Le Concile de Trente (1545-1563), pièce maîtresse et moteur de la Contre-Réforme, va organiser la riposte en favorisant l’affirmation dans les paroisses, d’identités chrétiennes bien circonscrites et bien localisées pour mieux les contrôler et les diriger. Désormais, en raison de l’évolution des langues romanes, le latin des offices religieux est de moins en moins compris par les fidèles ; au contraire l’utilisation du catalan est de plus en plus fréquente. Dans ce contexte nouveau qui permet une relative autonomie, l’Eglise catalane va reformuler certains aspects des offices religieux, sans hésiter à « canoniser » des cultes locaux, en prenant en compte les espoirs collectifs de recherche d’un nouvel idéal moral et social. Au moment où le processus de centralisation castillan intègre les territoires catalans dans l’immense empire constitué sous Charles Quint, on voit se développer à la même époque la vénération des saints locaux.

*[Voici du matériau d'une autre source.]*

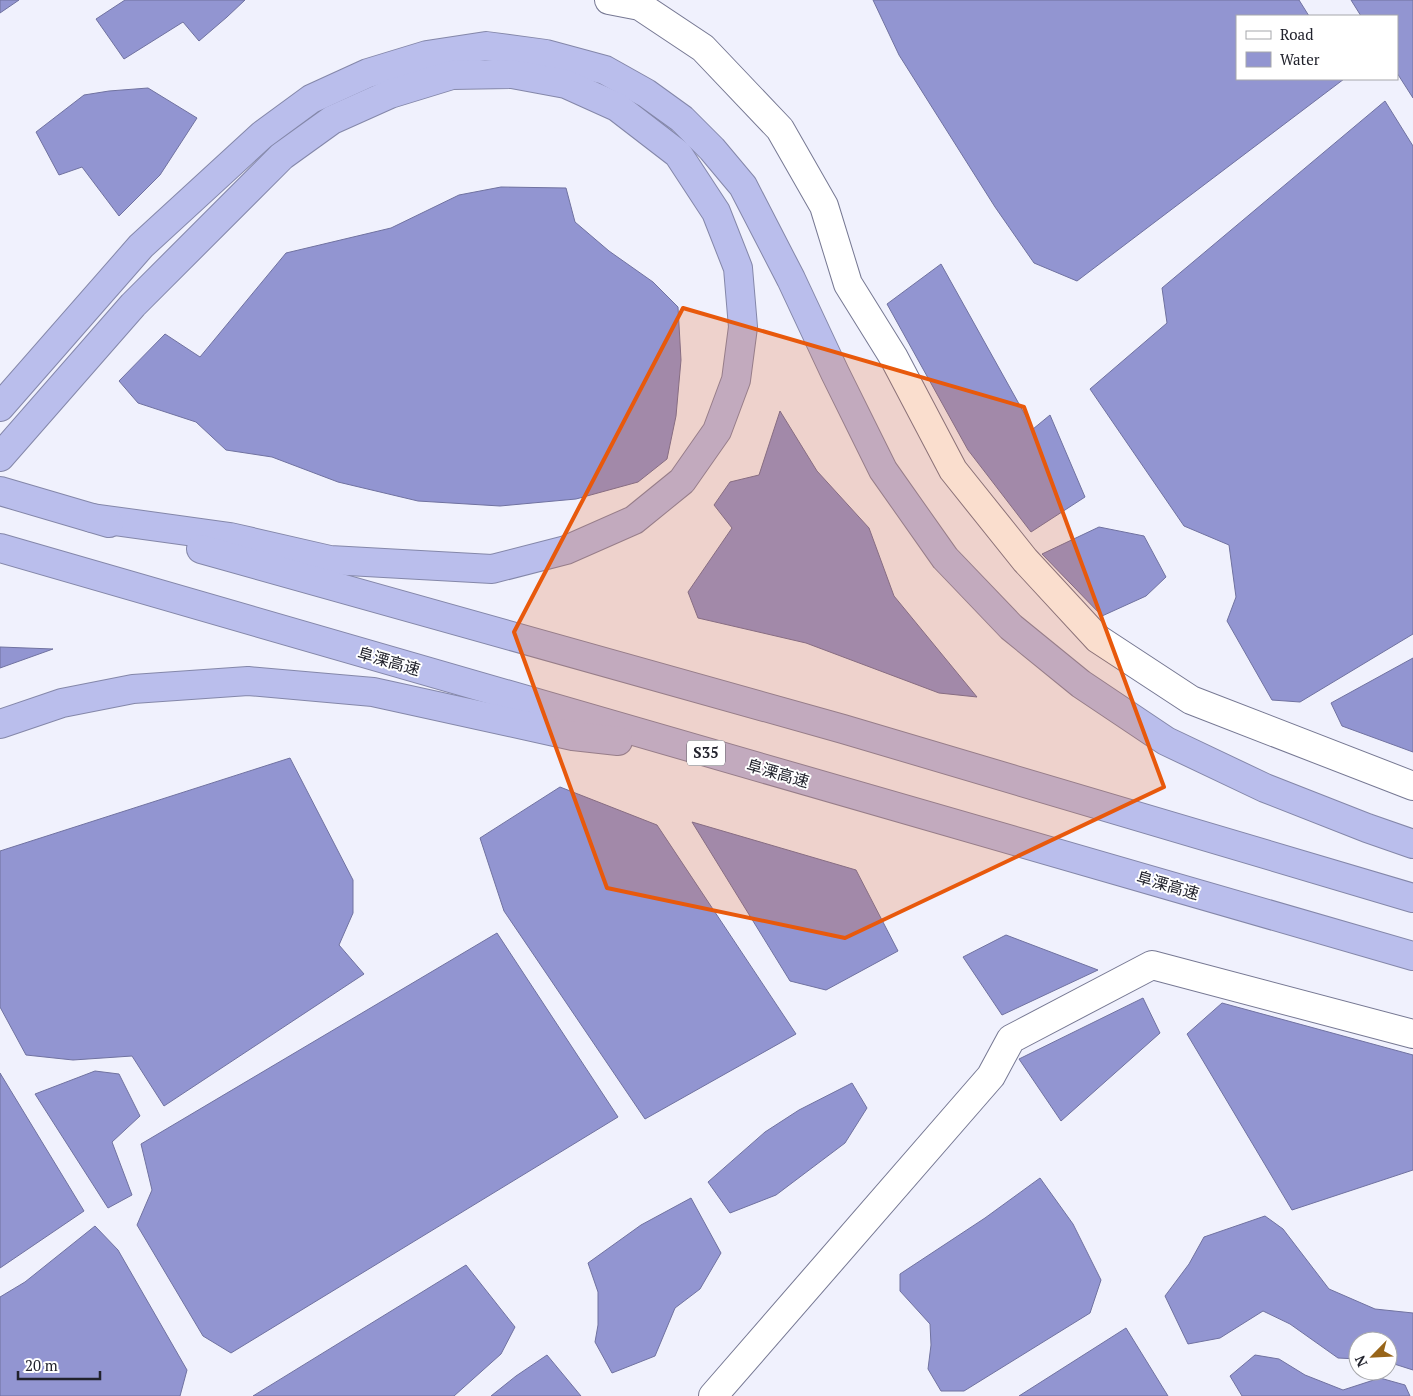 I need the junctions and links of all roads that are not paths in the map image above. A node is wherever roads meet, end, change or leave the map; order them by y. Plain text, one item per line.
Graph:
1 (609, 0) edge
2 (0, 407) edge
3 (0, 457) edge
4 (0, 491) edge
5 (92, 518) junction
6 (0, 548) edge
7 (0, 724) edge
8 (694, 749) junction
9 (1413, 786) edge
10 (1413, 844) edge
11 (1413, 898) edge
12 (1413, 956) edge
13 (1413, 1034) edge
14 (713, 1396) edge

1 - 9 street
2 - 10 highway
3 - 5 highway
4 - 5 highway
5 - 11 highway
6 - 8 highway, 阜溧高速 / S35
7 - 8 highway
8 - 12 highway, 阜溧高速 / S35
13 - 14 street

«… Les évêques de Catalogne ne cessent de donner à leurs imprimeurs dès la fin di 16ème siècle les licences nécessaires à l’impression des prières en langue catalane appelées goigs, que chaque communauté paroissiale de Catalogne, sans exception, commande à plusieurs reprises. Ces goigs sont toujours intitulés : Goigs de saint… dont les reliques sont conservées dans l’église paroissiale du lieu de… »
« Reproduits en successives éditions, les goigs concourent à maintenir, d’une génération à la suivante, la conviction que les saints, par leur présence effective et puissante dans les églises et les chapelles, sont les témoins et les garants de l’identité paroissiale et de sa légitimité chrétienne, locale, catalane. » (Dominique de Courcelles)

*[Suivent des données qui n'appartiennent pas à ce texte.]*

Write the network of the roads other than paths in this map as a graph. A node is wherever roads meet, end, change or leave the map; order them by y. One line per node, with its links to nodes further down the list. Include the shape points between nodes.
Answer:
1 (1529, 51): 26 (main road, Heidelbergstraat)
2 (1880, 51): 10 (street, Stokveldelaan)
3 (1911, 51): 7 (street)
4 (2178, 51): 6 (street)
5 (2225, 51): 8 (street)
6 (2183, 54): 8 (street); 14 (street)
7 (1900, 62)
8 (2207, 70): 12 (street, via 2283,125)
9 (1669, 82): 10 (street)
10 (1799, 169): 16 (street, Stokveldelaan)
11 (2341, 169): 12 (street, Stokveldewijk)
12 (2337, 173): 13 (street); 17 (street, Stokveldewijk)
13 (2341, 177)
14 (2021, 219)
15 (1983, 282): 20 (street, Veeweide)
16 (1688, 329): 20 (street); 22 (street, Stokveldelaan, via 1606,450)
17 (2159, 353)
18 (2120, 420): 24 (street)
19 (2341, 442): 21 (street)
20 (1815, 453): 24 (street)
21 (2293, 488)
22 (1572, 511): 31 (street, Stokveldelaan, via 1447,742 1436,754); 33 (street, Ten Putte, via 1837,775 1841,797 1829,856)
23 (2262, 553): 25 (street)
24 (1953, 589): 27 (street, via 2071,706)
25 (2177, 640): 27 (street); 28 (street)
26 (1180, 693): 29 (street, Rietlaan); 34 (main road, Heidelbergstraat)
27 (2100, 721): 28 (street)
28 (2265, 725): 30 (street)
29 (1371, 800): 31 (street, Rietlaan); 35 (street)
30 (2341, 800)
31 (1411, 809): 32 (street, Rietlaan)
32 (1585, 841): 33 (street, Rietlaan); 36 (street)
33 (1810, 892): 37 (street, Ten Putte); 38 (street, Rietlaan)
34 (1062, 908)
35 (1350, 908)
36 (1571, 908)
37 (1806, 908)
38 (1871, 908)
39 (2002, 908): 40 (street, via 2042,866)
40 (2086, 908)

Véritables icônes, reliques jalousement conservées dans un souci de protection, ces feuillets ne sont pas innocents. De retour de l’église ou de l’ermitage, la feuille vénérée du goig, ornée de l’image de la Vierge ou du saint protecteur, est affichée sur les murs des maisons, dans les oratoires, dans les chapelles des églises et même dans les étables de certains villages montagnards, afin d’éloigner de la maisonnée les atteintes de l’esprit du mal : propitiatoire, la gravure est également investie d’une vertu magique. Sur le feuillet des goigs, l’image gravée sur bois du saint ou de la sainte, garantit l’efficacité de sa protection : elle reproduit souvent dans une vision familière la statue conservée dans le sanctuaire voisin. Ainsi, le culte des saints qui s’exprime à travers les goigs largement diffusés jusqu’au 20ème siècle, constitue un élément fondamental de l’identité religieuse, et l’expression authentique des sentiments vitaux de l’esprit populaire catalan.